Occasionally we’d watch the news coverage of Vietnam and grow agitated about Nate’s future with the military. Three friends overseas had actually sent us pictures, showing how radi- cally different their lives were from ours. Had Nate not joined ROTC, however, he would have been drafted and most likely located in Vietnam by now. Life in the reserves for the next few years would always be better than that.
A quick trip to the Chicago area reunited us with baby Luke as he approached his one month birthday, and also with our “baby” Baron – who wasn’t really ours anymore.
When Mom broke her arm and had to wear a bulky cast for six weeks, Baron had taken up full-time residence with my brother’s friend David. Baron and David loved each other with abandon.
We still got to spend time with this special doggie, though, since Mom kindly invited him (and David) to many of our family gatherings.
Baron was keenly interested in baby Luke, and as always, he was a delight to watch. But we had fully accepted that our lives were too fluid to include a pet, especially one as time-intensive as a dog. With David, Baron now had a back yard where he could run, along with a dog-loving family that lavished attention on him. It was a good fit.
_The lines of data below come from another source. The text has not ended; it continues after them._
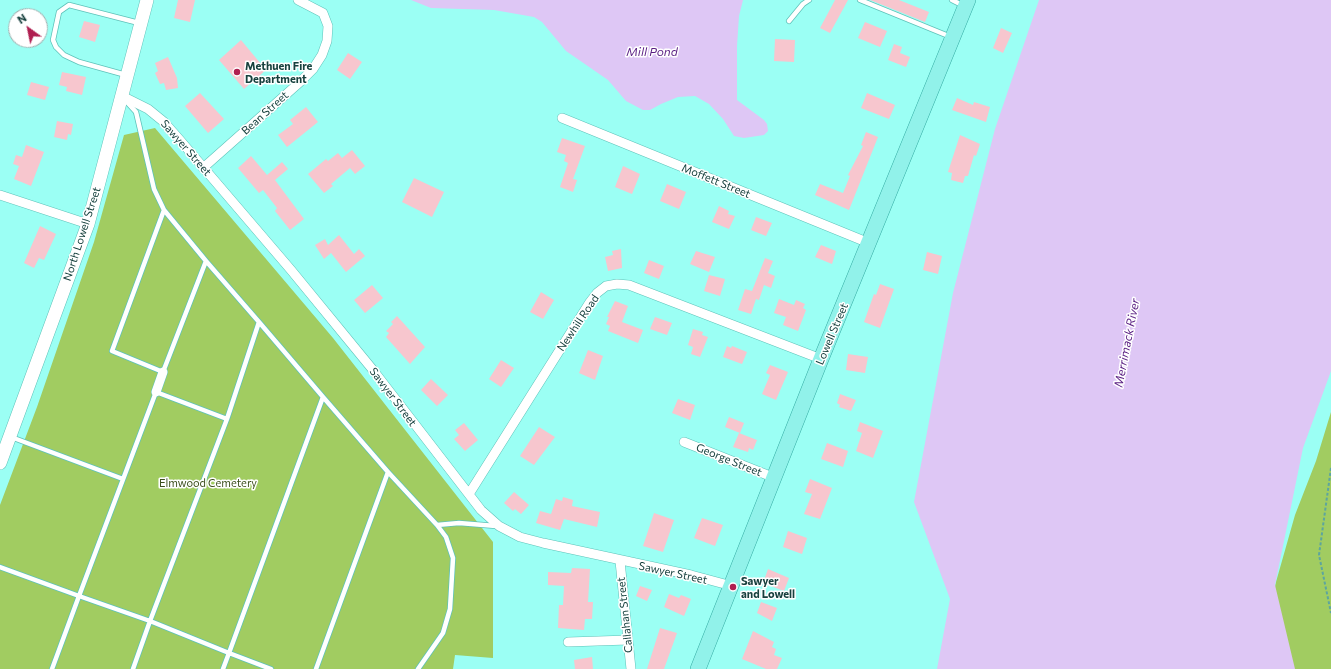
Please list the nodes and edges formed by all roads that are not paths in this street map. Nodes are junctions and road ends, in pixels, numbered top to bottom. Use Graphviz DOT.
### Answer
graph roads {
  1 [pos="147,0"];
  2 [pos="298,0"];
  3 [pos="809,0"];
  4 [pos="860,0"];
  5 [pos="962,2"];
  6 [pos="789,21"];
  7 [pos="141,23"];
  8 [pos="952,38"];
  9 [pos="127,75"];
  10 [pos="122,96"];
  11 [pos="562,118"];
  12 [pos="203,168"];
  13 [pos="0,195"];
  14 [pos="164,210"];
  15 [pos="88,224"];
  16 [pos="870,243"];
  17 [pos="206,261"];
  18 [pos="259,322"];
  19 [pos="821,359"];
  20 [pos="164,372"];
  21 [pos="156,392"];
  22 [pos="324,398"];
  23 [pos="227,419"];
  24 [pos="10,436"];
  25 [pos="684,442"];
  26 [pos="0,463"];
  27 [pos="388,472"];
  28 [pos="775,478"];
  29 [pos="123,479"];
  30 [pos="469,494"];
  31 [pos="437,525"];
  32 [pos="499,526"];
  33 [pos="620,561"];
  34 [pos="0,567"];
  35 [pos="732,586"];
  36 [pos="79,596"];
  37 [pos="150,621"];
  38 [pos="628,640"];
  39 [pos="568,642"];
  40 [pos="229,653"];
  41 [pos="52,669"];
  42 [pos="133,669"];
  43 [pos="223,669"];
  44 [pos="271,669"];
  45 [pos="316,669"];
  46 [pos="418,669"];
  47 [pos="631,669"];
  48 [pos="698,669"];
  1 -- 7 [label="main road, North Lowell Street"];
  2 -- 12 [label="street, Bean Street"];
  3 -- 6 [label="lane"];
  4 -- 8 [label="lane"];
  5 -- 8 [label="main road, Lowell Street"];
  7 -- 9 [label="main road, North Lowell Street"];
  7 -- 9 [label="lane"];
  8 -- 16 [label="main road, Lowell Street"];
  9 -- 10 [label="main road, North Lowell Street"];
  10 -- 12 [label="street, Sawyer Street"];
  10 -- 14 [label="lane"];
  10 -- 15 [label="main road, North Lowell Street"];
  11 -- 16 [label="street, Moffett Street"];
  12 -- 30 [label="street, Sawyer Street"];
  13 -- 15 [label="street"];
  14 -- 17 [label="lane"];
  14 -- 20 [label="lane"];
  15 -- 24 [label="main road, North Lowell Street"];
  16 -- 19 [label="main road, Lowell Street"];
  17 -- 18 [label="lane"];
  17 -- 20 [label="lane"];
  18 -- 22 [label="lane"];
  18 -- 23 [label="lane"];
  19 -- 28 [label="main road, Lowell Street"];
  19 -- 30 [label="street, Newhill Road"];
  20 -- 21 [label="street"];
  21 -- 23 [label="lane"];
  21 -- 29 [label="lane"];
  22 -- 27 [label="lane"];
  22 -- 40 [label="lane"];
  23 -- 37 [label="lane"];
  24 -- 26 [label="main road, North Lowell Street"];
  24 -- 29 [label="lane"];
  25 -- 28 [label="street, George Street"];
  27 -- 31 [label="lane"];
  27 -- 45 [label="lane"];
  28 -- 35 [label="main road, Lowell Street"];
  29 -- 36 [label="lane"];
  30 -- 32 [label="street, Sawyer Street"];
  31 -- 32 [label="lane"];
  31 -- 46 [label="lane"];
  32 -- 33 [label="street, Sawyer Street"];
  33 -- 35 [label="street, Sawyer Street"];
  33 -- 38 [label="street, Callahan Street"];
  34 -- 36 [label="lane"];
  35 -- 48 [label="main road, Lowell Street"];
  36 -- 37 [label="lane"];
  36 -- 41 [label="lane"];
  37 -- 40 [label="lane"];
  37 -- 42 [label="lane"];
  38 -- 39 [label="street"];
  38 -- 47 [label="street, Callahan Street"];
  40 -- 43 [label="lane"];
  40 -- 44 [label="lane"];
}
After seeing Baron and Luke, Nate and I also squeezed in a quick trip to spend 24 hours with his parents. Lois cooked a Thanksgiving dinner, since our Thanksgiving would be spent in Champaign with my side of the family.
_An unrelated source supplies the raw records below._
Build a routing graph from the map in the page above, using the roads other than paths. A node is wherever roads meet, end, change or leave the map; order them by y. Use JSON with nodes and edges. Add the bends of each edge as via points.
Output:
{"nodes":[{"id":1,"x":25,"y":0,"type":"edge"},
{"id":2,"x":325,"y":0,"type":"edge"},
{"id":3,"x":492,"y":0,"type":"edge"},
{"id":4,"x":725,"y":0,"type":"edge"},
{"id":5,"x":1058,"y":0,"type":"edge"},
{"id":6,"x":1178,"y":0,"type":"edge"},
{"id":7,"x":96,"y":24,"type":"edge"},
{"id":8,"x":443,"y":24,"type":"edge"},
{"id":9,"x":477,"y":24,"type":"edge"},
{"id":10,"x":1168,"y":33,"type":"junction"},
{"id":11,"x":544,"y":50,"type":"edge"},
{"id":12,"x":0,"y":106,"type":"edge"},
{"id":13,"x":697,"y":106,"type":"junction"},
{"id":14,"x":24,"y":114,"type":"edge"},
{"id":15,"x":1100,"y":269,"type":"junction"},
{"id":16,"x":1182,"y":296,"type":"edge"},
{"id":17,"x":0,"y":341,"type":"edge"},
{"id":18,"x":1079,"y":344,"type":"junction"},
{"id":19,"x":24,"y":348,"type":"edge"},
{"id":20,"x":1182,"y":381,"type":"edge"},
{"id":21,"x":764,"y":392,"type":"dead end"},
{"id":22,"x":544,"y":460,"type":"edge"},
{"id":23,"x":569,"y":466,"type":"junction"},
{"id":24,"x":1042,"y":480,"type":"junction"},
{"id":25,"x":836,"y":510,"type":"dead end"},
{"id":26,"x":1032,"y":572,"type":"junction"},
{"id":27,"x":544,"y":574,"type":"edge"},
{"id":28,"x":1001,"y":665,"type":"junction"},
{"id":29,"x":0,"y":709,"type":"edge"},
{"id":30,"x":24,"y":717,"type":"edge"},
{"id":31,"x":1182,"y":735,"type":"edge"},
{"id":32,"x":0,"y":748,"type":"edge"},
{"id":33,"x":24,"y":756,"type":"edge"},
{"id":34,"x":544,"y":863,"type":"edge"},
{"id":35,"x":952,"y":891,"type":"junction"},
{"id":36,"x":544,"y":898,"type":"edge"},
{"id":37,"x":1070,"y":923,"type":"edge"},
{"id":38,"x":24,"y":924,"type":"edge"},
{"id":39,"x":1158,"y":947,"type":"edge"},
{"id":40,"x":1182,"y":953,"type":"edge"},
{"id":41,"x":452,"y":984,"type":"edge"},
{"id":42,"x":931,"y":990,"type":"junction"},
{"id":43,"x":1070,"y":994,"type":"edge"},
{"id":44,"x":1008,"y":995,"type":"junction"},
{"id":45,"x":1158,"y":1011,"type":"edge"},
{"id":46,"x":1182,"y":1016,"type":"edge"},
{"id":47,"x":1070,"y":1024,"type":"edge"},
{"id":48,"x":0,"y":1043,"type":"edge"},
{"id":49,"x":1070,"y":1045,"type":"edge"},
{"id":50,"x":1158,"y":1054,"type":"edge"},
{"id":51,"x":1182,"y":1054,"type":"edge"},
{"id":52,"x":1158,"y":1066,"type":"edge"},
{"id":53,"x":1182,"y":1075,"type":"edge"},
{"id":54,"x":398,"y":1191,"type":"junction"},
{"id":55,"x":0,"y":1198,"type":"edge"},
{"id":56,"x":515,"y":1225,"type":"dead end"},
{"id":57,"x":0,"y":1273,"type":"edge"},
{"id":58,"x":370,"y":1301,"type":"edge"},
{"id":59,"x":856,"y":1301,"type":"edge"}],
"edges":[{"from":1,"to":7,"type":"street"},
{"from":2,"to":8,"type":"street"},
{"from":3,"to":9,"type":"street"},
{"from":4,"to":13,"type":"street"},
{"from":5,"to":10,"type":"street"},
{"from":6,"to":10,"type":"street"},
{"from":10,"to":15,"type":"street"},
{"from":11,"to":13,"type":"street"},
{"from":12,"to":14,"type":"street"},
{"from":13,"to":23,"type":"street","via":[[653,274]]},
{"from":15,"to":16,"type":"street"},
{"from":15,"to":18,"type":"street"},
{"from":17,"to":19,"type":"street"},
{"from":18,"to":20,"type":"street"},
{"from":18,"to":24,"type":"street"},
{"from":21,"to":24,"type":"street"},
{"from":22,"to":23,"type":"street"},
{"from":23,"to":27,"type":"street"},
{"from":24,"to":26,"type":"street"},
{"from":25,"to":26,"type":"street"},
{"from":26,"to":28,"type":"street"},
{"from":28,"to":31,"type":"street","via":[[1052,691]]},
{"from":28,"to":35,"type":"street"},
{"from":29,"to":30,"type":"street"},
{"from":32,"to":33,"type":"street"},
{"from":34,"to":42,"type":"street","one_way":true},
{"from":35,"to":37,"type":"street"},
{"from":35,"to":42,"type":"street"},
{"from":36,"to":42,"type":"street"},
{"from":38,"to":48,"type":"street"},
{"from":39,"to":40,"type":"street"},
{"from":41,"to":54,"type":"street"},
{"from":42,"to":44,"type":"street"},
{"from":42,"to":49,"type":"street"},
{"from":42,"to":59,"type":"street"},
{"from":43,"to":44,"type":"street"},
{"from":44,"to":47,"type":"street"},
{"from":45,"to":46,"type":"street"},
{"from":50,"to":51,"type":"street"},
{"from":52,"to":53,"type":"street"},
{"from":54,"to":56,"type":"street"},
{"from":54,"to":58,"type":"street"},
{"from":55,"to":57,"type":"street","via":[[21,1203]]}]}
She also gave me a wonderful gift during our visit. After watching her pull out a box of old photographs, I got my first look at Nate as a child. It was heart-warming when she said, “Would you like to take some of these home with you?”
One photo completely charmed me. Little Nathan, as his family called him, was sitting on a trike at about kindergarten-age. It illustrated the get-up-and-go his parents frequently talked about in reference to his childhood.
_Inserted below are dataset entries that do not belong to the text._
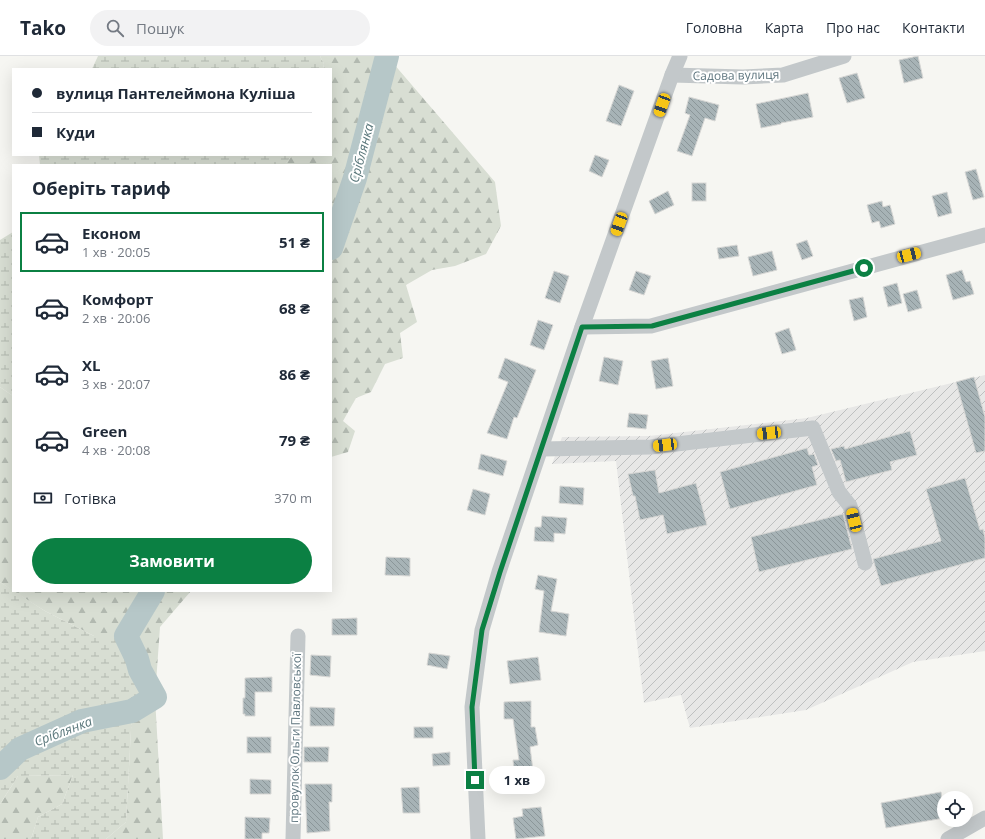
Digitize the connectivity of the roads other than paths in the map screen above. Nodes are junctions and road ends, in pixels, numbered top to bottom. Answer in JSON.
{"nodes":[{"id":1,"x":680,"y":56,"type":"edge"},
{"id":2,"x":844,"y":56,"type":"edge"},
{"id":3,"x":672,"y":76,"type":"junction"},
{"id":4,"x":985,"y":235,"type":"edge"},
{"id":5,"x":582,"y":327,"type":"junction"},
{"id":6,"x":541,"y":449,"type":"junction"},
{"id":7,"x":865,"y":562,"type":"dead end"},
{"id":8,"x":298,"y":636,"type":"dead end"},
{"id":9,"x":985,"y":818,"type":"edge"},
{"id":10,"x":293,"y":839,"type":"edge"},
{"id":11,"x":478,"y":839,"type":"edge"},
{"id":12,"x":948,"y":839,"type":"edge"}],
"edges":[{"from":1,"to":3,"type":"street"},
{"from":2,"to":3,"type":"street","name":"Садова вулиця"},
{"from":3,"to":5,"type":"street"},
{"from":4,"to":5,"type":"street"},
{"from":5,"to":6,"type":"street"},
{"from":6,"to":7,"type":"street"},
{"from":6,"to":11,"type":"street"},
{"from":8,"to":10,"type":"street","name":"провулок Ольги Павловської"},
{"from":9,"to":12,"type":"street"}]}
His firm grip on the handlebars, his bright eyes and big smile, and his badly-skinned knee were indicative of a lively, determined little boy.
As soon as we got back to Champaign, I framed the photo for our bedroom wall. Looking at it brought me sweet pleasure, making me wonder if we’d ever have children of our own. And if we did, would they look like this little guy? I hoped so.
Meanwhile, I would have to be content exercising my love for children through 28 kindergarteners and baby Luke. But those opportunities were OK by me.
“Out of the mouths of babes… you [Lord] have ordained strength.” (Psalm 8:2)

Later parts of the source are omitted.